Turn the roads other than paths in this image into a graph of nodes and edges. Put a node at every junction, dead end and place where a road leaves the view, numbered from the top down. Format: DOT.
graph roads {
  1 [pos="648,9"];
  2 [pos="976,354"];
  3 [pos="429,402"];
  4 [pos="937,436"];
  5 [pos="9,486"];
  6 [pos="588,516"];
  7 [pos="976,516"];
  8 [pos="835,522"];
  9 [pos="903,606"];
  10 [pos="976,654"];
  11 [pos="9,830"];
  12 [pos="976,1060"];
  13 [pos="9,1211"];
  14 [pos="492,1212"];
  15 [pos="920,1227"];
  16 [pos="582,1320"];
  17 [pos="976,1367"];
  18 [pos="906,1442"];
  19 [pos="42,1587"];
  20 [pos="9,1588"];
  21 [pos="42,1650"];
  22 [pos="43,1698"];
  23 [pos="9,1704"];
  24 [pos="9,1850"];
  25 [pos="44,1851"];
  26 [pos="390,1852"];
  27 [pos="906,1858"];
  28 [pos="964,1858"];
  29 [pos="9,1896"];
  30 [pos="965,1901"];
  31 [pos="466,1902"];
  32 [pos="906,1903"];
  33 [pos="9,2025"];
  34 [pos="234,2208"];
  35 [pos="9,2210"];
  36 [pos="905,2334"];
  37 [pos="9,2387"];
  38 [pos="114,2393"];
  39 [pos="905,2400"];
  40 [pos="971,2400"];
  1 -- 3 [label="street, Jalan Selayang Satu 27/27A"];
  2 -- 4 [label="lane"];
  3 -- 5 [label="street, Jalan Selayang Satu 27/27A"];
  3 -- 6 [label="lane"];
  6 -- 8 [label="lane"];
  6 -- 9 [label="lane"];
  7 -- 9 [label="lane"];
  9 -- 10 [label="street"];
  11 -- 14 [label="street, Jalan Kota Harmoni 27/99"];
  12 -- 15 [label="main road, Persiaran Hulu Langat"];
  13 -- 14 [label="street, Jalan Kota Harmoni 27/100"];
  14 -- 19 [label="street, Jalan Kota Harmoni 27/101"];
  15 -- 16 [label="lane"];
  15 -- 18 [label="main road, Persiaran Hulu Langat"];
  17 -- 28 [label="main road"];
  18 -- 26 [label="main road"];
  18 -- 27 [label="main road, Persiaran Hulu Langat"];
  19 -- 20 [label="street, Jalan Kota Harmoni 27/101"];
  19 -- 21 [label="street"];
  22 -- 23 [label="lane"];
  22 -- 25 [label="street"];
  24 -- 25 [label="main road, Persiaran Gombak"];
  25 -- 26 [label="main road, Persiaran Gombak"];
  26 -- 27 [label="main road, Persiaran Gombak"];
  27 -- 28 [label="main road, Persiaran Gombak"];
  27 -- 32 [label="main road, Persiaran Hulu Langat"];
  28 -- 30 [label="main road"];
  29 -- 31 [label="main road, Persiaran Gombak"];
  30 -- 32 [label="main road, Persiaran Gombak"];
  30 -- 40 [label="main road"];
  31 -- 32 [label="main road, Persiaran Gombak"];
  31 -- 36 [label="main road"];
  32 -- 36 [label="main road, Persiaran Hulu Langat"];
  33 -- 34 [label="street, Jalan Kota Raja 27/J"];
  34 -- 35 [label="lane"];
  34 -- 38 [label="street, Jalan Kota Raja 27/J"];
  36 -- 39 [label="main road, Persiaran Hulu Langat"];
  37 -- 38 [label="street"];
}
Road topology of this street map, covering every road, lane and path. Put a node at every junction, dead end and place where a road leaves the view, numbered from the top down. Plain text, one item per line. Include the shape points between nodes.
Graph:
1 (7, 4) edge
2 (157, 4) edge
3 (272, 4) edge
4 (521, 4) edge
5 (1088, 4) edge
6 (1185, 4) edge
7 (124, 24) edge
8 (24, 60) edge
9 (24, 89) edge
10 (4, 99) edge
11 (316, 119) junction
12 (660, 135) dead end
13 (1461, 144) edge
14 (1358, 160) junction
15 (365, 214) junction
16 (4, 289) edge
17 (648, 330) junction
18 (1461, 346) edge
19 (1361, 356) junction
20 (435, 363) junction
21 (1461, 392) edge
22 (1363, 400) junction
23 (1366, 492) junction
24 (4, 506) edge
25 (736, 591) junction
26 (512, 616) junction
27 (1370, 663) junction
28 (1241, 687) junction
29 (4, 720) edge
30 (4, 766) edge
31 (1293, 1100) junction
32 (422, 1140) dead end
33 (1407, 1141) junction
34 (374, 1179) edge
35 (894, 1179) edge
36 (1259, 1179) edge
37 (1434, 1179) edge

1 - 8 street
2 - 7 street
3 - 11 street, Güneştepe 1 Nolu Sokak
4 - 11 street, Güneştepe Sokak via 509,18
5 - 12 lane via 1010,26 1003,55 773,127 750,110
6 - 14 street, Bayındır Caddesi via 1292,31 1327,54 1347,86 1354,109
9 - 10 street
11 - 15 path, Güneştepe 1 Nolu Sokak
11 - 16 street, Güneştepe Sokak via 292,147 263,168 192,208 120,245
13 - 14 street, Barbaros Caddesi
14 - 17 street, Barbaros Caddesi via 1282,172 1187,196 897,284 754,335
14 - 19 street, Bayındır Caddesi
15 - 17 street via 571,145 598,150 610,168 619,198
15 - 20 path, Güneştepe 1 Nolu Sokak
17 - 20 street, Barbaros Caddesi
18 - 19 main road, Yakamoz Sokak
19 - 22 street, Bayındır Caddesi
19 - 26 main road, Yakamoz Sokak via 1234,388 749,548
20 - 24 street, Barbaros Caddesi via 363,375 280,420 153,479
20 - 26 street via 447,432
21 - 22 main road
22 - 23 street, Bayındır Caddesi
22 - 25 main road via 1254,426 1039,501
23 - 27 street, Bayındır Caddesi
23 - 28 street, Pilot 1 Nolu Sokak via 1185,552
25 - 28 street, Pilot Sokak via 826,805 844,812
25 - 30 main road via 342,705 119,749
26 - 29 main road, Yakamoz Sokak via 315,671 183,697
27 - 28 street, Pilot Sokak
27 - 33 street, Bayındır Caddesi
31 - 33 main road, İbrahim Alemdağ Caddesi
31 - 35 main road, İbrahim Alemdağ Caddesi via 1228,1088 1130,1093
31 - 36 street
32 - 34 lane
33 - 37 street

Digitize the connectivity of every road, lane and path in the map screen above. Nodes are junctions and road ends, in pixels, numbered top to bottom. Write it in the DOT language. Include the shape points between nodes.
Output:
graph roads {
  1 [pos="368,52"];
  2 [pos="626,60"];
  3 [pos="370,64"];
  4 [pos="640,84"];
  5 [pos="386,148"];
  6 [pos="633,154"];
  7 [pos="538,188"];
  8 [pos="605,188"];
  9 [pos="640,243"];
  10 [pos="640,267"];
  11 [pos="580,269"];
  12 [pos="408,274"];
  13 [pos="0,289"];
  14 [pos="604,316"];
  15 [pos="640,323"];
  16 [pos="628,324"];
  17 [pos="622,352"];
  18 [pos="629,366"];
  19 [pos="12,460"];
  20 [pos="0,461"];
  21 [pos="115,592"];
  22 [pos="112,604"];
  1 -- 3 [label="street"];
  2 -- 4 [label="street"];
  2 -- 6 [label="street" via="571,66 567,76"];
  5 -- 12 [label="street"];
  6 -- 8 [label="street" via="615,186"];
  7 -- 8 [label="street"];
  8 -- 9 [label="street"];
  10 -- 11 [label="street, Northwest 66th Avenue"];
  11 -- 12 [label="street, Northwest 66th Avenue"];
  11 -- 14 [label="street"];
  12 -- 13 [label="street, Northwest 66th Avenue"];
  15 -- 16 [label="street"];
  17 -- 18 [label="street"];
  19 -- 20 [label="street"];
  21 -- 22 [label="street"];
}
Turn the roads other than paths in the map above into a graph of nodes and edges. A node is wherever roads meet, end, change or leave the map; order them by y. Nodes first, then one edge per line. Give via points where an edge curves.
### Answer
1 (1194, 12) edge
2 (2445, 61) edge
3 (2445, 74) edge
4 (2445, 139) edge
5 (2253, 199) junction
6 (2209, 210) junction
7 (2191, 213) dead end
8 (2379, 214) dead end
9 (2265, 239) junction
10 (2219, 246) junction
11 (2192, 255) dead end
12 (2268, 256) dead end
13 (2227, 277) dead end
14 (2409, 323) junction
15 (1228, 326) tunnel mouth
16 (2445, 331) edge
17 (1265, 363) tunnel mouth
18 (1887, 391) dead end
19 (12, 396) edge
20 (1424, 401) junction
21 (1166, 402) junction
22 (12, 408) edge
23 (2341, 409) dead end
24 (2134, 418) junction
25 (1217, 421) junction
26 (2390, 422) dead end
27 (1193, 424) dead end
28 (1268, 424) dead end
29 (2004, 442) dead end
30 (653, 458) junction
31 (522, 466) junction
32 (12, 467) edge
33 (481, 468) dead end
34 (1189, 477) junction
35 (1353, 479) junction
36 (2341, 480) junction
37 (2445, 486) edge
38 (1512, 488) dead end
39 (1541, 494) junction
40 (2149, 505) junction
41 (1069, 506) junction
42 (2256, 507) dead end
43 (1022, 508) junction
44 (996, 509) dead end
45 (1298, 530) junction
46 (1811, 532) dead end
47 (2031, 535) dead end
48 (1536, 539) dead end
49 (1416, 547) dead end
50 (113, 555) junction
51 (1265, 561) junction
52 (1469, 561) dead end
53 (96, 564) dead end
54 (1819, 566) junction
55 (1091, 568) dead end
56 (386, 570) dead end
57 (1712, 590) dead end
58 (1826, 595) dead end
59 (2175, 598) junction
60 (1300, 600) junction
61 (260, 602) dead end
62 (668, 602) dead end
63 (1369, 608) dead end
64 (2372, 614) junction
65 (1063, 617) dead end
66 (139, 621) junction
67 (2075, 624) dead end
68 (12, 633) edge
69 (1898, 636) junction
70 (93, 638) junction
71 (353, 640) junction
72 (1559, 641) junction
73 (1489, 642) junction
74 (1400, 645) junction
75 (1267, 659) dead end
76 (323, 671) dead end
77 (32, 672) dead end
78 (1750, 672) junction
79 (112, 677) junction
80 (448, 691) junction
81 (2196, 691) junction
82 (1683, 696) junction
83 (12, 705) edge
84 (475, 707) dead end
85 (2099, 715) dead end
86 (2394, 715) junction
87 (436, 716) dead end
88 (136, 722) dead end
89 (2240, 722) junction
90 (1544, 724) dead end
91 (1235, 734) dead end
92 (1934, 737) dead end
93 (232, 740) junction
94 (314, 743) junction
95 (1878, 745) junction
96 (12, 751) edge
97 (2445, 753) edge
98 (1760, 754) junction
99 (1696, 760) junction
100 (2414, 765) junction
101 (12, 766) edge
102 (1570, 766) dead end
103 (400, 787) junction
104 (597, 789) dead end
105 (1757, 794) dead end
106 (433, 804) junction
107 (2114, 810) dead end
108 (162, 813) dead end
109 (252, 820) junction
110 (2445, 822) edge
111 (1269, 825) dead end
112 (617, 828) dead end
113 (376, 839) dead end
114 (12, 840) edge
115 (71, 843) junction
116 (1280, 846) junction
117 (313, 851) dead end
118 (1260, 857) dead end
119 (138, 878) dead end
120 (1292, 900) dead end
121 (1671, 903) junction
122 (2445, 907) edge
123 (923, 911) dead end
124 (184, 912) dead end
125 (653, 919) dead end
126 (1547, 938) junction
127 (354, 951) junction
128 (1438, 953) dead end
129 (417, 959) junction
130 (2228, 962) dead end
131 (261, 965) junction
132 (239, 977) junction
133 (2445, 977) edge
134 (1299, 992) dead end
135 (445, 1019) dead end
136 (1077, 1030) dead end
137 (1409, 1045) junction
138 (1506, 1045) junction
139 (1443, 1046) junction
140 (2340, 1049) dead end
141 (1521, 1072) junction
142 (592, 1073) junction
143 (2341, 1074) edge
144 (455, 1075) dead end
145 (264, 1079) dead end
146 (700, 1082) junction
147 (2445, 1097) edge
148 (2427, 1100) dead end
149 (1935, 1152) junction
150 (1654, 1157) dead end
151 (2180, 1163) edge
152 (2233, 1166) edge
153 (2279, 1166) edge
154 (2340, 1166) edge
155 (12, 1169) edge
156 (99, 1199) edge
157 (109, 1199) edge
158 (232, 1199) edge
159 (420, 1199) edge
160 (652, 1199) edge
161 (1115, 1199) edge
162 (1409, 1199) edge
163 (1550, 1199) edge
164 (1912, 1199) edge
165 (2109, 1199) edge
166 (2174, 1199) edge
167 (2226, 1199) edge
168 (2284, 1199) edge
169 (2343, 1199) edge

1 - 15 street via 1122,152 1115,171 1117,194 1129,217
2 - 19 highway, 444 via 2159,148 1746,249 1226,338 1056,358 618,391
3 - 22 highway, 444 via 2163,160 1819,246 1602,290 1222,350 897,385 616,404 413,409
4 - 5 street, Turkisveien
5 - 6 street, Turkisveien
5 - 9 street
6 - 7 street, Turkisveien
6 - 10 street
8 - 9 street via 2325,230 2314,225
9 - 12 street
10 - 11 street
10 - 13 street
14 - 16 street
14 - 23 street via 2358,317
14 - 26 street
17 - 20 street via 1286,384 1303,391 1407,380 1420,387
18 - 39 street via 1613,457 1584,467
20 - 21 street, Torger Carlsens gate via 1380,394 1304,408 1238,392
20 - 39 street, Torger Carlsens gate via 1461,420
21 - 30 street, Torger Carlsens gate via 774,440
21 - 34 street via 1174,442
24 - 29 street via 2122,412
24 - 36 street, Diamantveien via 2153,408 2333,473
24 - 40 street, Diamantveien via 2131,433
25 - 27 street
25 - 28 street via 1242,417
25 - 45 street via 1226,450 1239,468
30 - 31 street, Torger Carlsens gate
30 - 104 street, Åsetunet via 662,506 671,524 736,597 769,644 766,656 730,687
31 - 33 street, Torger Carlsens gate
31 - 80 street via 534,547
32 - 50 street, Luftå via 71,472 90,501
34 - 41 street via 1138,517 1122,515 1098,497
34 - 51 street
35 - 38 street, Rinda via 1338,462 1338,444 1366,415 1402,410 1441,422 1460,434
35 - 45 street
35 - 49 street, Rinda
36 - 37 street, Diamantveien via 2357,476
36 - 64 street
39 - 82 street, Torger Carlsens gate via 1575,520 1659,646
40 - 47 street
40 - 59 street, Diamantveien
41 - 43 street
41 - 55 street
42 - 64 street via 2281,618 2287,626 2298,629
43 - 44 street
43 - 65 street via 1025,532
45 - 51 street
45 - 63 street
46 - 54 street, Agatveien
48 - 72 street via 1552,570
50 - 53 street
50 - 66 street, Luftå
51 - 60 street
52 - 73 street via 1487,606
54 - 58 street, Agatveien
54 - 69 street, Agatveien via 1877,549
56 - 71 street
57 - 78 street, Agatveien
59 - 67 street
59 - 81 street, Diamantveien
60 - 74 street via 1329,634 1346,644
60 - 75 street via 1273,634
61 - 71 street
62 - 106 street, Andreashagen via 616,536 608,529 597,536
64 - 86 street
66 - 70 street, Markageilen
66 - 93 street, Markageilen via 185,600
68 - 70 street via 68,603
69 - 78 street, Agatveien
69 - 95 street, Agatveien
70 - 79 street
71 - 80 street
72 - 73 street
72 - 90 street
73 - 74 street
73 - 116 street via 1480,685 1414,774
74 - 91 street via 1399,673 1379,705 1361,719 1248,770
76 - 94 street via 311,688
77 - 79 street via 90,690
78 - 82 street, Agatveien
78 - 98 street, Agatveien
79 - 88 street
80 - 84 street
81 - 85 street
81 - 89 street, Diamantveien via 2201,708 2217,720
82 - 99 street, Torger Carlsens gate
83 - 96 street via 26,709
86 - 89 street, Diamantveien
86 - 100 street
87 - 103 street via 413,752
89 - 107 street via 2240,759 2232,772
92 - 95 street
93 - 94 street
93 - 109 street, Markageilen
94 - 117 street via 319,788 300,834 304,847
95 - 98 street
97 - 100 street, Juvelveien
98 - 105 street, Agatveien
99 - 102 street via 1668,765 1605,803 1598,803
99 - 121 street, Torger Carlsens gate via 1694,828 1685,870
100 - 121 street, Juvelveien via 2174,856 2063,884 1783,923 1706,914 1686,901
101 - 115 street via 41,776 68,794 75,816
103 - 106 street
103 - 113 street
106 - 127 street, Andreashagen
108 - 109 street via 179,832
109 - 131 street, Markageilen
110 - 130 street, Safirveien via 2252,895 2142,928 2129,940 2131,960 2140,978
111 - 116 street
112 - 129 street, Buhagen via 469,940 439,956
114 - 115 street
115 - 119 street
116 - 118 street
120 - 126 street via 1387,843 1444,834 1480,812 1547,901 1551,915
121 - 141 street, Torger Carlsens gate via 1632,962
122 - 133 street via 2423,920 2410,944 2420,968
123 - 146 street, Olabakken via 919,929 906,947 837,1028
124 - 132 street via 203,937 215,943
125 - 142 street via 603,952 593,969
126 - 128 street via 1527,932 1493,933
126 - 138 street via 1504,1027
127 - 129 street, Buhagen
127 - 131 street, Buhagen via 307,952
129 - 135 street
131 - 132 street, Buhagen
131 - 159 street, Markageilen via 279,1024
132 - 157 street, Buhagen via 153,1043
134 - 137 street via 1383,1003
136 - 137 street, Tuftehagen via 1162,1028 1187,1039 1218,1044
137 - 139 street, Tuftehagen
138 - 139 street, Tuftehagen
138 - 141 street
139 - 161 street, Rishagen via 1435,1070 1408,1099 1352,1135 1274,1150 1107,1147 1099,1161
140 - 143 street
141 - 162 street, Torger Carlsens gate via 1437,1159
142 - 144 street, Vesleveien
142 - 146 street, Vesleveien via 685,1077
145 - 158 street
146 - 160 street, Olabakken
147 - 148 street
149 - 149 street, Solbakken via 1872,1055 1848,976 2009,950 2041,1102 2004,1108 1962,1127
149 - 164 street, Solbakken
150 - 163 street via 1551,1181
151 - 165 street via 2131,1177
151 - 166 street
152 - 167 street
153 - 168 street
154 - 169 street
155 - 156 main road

Task instructions: Among the lines of the preceding data, which ones hold the word "Vesleveien"? List them.

Completed exercise:
142 - 144 street, Vesleveien
142 - 146 street, Vesleveien via 685,1077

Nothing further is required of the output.